- [WORK TO BE COMPLETED] Across the entries below, how many lines include the word "paths"? Reply with only the number.

- [GIVEN INFORMATION]
===============

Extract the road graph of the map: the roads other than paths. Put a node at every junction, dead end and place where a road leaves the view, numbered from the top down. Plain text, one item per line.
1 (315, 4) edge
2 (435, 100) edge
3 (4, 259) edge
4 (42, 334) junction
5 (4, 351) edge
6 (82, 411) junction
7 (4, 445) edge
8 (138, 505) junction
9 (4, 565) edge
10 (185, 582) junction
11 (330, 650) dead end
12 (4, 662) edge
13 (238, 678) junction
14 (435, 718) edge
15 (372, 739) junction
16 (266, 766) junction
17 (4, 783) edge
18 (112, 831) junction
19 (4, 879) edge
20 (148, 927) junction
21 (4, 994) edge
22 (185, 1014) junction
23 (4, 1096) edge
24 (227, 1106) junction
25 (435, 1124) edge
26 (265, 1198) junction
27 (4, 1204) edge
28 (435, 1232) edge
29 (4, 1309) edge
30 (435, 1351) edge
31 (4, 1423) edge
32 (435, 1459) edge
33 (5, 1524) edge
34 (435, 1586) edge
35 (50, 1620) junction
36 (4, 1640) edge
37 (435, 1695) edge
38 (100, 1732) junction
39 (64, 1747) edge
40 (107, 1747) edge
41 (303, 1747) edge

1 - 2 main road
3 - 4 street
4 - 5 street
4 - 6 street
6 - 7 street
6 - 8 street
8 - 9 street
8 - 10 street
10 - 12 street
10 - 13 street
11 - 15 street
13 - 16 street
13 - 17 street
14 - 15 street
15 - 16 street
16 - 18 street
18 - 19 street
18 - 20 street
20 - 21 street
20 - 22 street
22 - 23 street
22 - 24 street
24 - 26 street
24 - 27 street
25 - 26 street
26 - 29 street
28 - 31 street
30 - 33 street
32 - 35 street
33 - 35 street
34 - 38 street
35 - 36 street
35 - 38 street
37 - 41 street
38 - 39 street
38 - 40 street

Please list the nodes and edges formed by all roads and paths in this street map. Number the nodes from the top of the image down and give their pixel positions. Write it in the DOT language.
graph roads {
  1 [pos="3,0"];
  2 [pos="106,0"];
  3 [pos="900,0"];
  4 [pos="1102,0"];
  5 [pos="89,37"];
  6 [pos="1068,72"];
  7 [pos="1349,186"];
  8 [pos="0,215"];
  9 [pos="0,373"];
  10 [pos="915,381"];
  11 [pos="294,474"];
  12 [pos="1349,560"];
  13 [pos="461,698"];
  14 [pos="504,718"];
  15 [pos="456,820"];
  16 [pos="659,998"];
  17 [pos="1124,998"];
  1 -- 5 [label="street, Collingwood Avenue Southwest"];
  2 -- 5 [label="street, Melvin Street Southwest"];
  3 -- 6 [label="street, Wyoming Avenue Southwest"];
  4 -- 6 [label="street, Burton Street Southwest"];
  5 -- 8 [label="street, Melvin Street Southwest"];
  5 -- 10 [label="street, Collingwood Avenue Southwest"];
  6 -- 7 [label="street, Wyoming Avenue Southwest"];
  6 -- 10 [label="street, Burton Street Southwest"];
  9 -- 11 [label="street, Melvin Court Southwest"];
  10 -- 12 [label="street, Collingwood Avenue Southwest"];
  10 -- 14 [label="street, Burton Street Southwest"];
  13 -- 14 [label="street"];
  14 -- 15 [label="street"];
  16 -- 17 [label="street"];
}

===============

- [ANSWER TO THIS EXERCISE] 2